__Work task__. From the data below, return all lines holding the string "every".

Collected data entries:
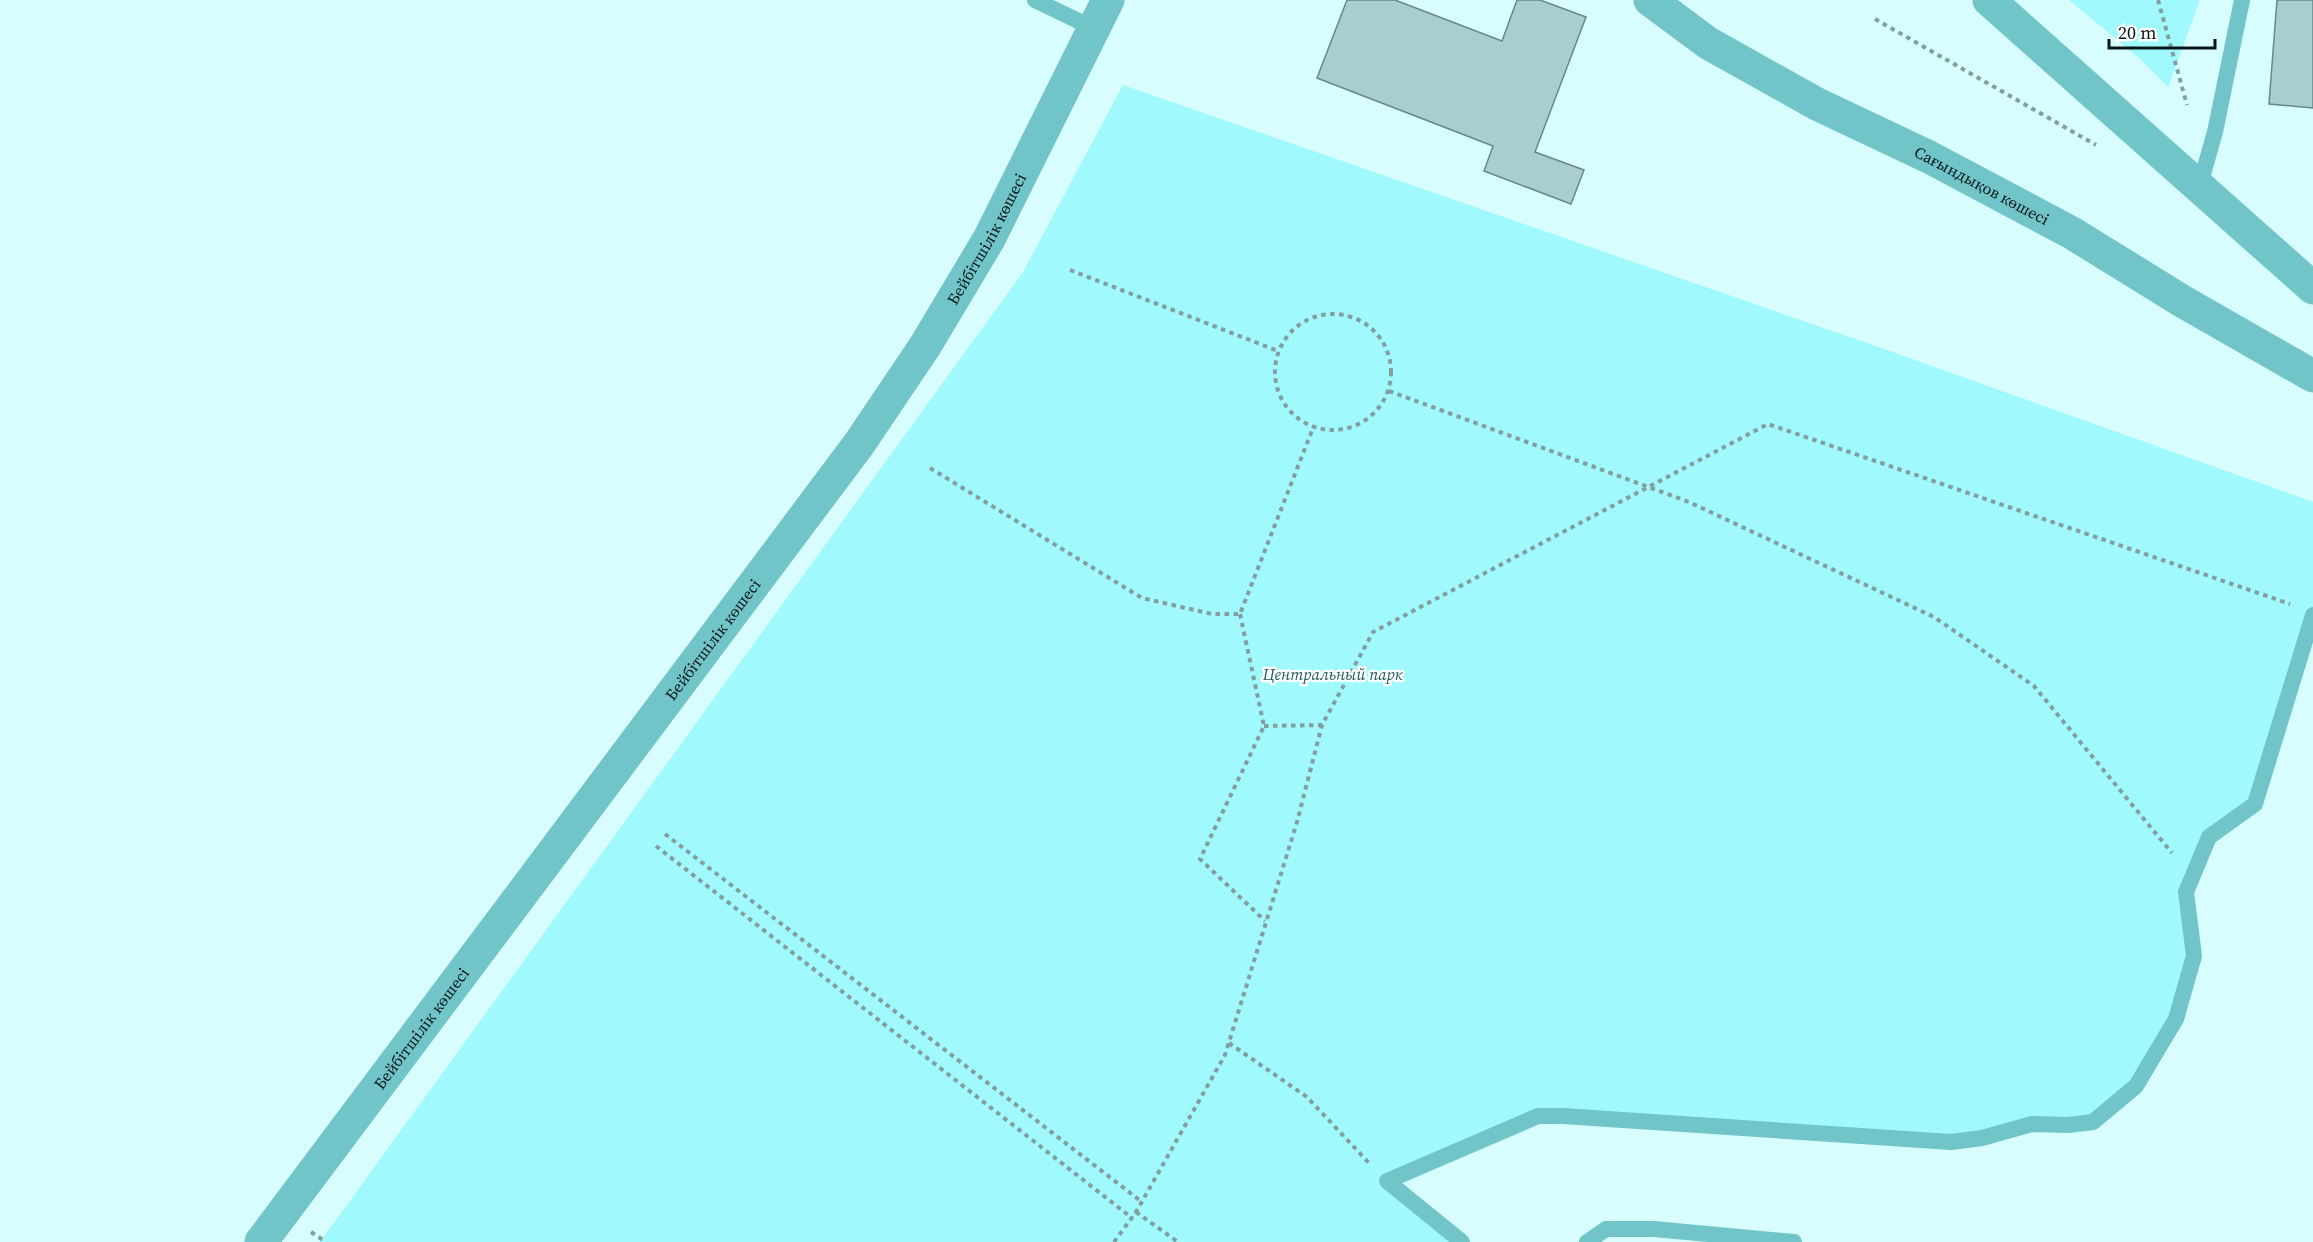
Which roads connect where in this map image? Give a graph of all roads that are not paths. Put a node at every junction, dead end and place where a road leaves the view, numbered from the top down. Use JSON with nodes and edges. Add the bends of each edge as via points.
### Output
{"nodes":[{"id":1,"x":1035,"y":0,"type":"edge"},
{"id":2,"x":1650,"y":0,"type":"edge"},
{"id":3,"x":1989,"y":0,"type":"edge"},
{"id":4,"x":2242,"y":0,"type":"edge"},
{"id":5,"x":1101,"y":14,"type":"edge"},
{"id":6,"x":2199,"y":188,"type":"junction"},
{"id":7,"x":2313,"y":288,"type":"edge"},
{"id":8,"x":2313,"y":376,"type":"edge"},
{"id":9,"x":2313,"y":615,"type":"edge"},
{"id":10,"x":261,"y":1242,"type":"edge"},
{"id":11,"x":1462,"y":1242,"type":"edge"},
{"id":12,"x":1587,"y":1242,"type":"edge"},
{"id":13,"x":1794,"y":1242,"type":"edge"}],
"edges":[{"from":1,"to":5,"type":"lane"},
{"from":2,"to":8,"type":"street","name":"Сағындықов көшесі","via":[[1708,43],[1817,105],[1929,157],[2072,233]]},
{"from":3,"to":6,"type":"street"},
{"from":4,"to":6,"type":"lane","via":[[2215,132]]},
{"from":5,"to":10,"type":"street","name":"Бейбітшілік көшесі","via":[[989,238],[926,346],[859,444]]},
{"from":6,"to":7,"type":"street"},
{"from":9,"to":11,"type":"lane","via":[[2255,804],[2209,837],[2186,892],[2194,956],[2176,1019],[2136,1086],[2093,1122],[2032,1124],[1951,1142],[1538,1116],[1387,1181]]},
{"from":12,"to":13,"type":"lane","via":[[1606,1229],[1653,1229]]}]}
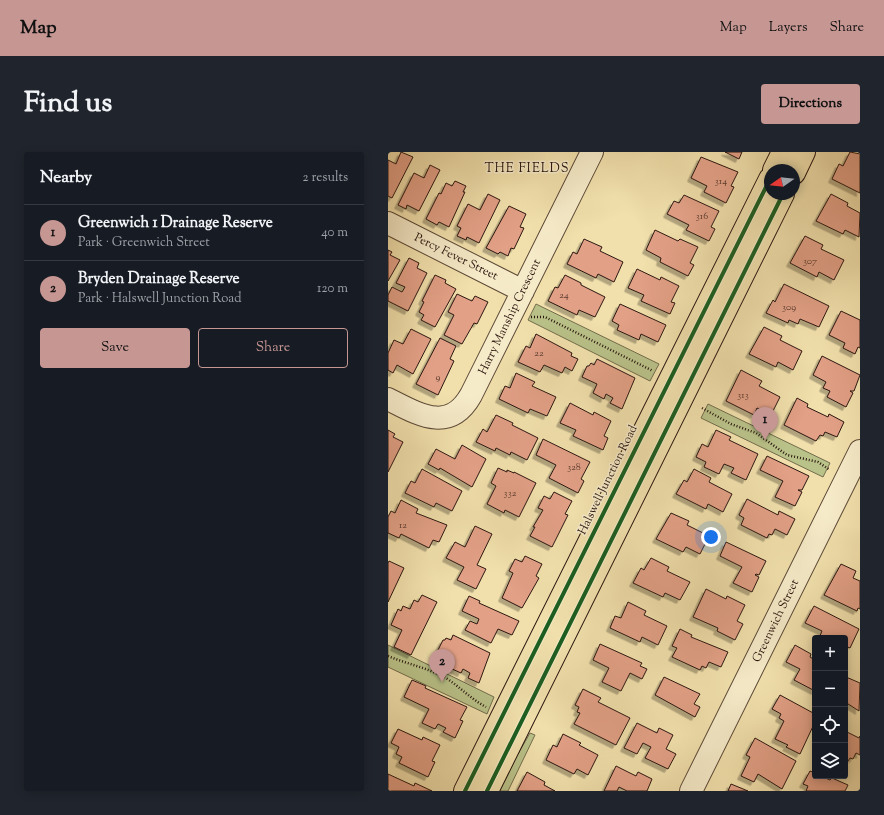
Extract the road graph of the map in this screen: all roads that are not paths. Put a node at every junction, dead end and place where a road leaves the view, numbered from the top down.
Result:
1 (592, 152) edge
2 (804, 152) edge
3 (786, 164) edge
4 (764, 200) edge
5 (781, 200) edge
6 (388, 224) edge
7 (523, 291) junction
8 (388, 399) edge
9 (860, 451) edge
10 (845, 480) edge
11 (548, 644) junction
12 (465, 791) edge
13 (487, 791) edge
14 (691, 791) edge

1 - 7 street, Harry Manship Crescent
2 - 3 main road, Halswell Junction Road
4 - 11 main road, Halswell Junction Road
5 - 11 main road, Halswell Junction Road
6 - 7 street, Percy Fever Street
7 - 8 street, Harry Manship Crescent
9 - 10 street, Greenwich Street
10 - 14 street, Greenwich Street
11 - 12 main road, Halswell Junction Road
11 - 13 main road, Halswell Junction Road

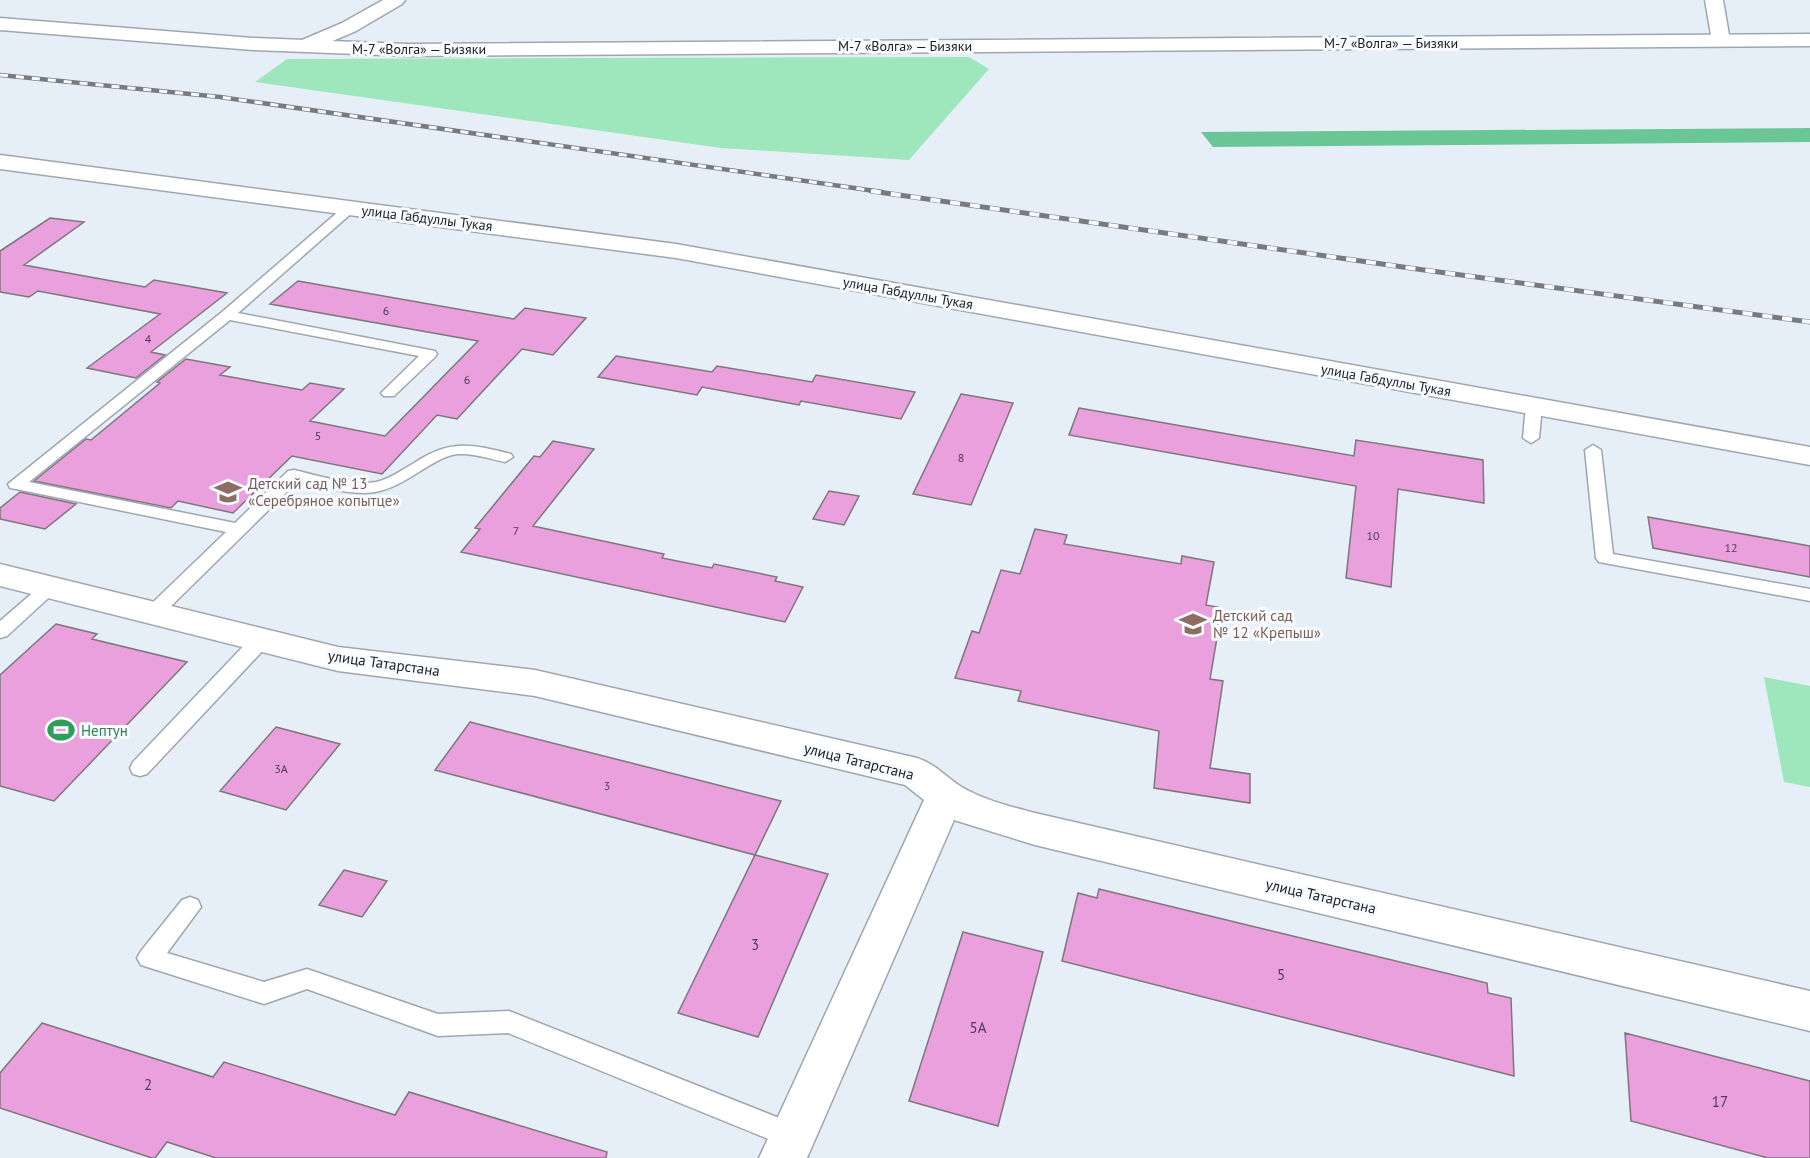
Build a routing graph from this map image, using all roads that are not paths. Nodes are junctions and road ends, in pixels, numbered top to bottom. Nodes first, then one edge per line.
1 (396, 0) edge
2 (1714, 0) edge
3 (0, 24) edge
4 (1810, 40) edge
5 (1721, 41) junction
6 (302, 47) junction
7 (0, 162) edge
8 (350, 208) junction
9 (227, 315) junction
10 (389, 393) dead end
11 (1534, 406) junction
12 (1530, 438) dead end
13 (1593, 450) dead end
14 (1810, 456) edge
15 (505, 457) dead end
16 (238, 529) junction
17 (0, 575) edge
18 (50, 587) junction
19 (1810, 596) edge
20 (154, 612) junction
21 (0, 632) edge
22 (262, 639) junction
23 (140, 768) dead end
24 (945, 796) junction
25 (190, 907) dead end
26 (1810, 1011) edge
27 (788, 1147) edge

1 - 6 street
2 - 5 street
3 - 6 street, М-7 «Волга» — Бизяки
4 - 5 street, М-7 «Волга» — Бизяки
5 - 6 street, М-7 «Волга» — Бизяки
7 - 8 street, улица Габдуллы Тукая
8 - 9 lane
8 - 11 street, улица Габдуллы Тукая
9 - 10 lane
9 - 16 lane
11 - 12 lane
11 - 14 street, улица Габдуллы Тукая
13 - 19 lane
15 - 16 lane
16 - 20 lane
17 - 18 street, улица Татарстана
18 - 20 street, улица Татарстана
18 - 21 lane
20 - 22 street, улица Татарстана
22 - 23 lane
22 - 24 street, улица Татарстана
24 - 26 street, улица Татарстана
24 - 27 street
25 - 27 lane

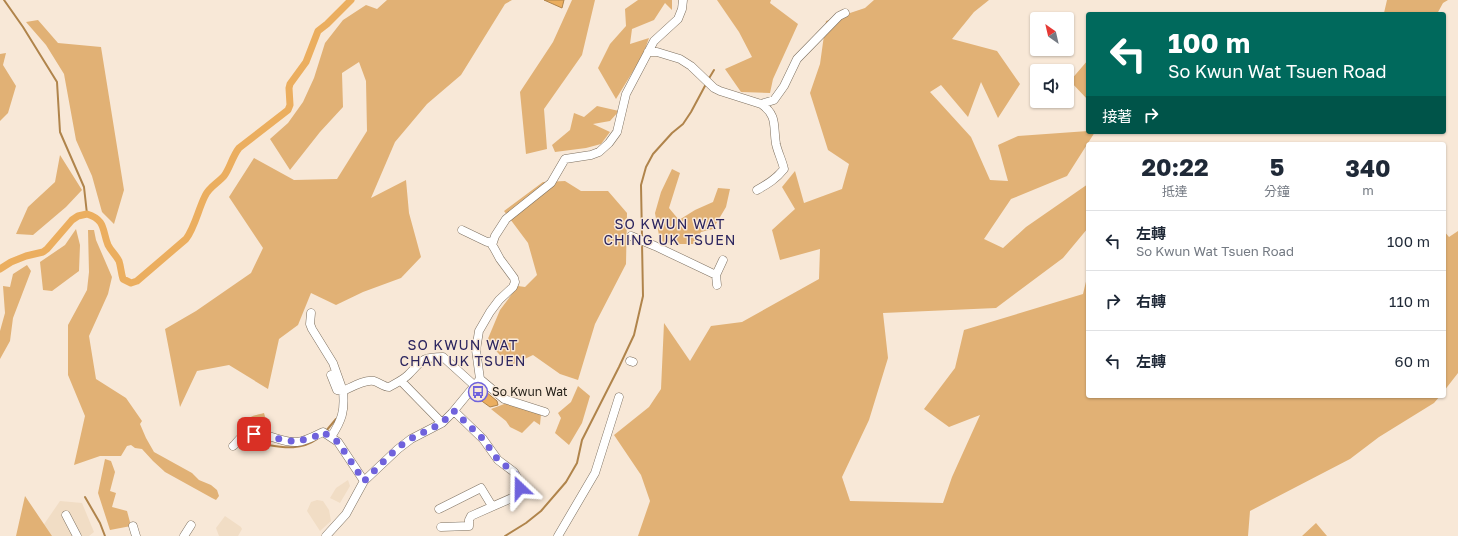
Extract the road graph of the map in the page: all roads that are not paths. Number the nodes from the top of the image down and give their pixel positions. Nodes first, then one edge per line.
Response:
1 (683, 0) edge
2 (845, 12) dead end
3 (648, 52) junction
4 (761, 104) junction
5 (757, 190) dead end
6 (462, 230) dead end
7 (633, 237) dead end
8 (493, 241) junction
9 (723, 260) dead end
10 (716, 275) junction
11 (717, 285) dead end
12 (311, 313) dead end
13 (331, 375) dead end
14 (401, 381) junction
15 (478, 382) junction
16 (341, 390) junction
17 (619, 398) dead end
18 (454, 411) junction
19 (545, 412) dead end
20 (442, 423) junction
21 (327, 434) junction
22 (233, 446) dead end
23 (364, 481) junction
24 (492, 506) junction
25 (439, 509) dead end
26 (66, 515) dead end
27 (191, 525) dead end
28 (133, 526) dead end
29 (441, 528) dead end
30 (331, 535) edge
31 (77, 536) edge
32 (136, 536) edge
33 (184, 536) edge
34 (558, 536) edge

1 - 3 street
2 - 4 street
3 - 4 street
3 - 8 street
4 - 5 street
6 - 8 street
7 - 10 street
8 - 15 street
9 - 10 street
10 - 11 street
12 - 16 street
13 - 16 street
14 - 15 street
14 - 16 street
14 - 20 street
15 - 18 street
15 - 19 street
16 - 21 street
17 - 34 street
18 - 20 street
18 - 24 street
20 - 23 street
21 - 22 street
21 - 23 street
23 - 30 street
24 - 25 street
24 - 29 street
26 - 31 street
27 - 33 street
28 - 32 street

__Output__.
Which roads connect where in this map image? Give a graph of all roads that are not paths. Put a node at every junction, dead end and place where a road leaves the view, numbered from the top down. Use JSON with nodes and edges. Add the bends of each edge as via points.
Extract the road graph of the map in this screen: all roads that are not paths. Put a node at every junction, dead end and place where a road leaves the view, numbered from the top down.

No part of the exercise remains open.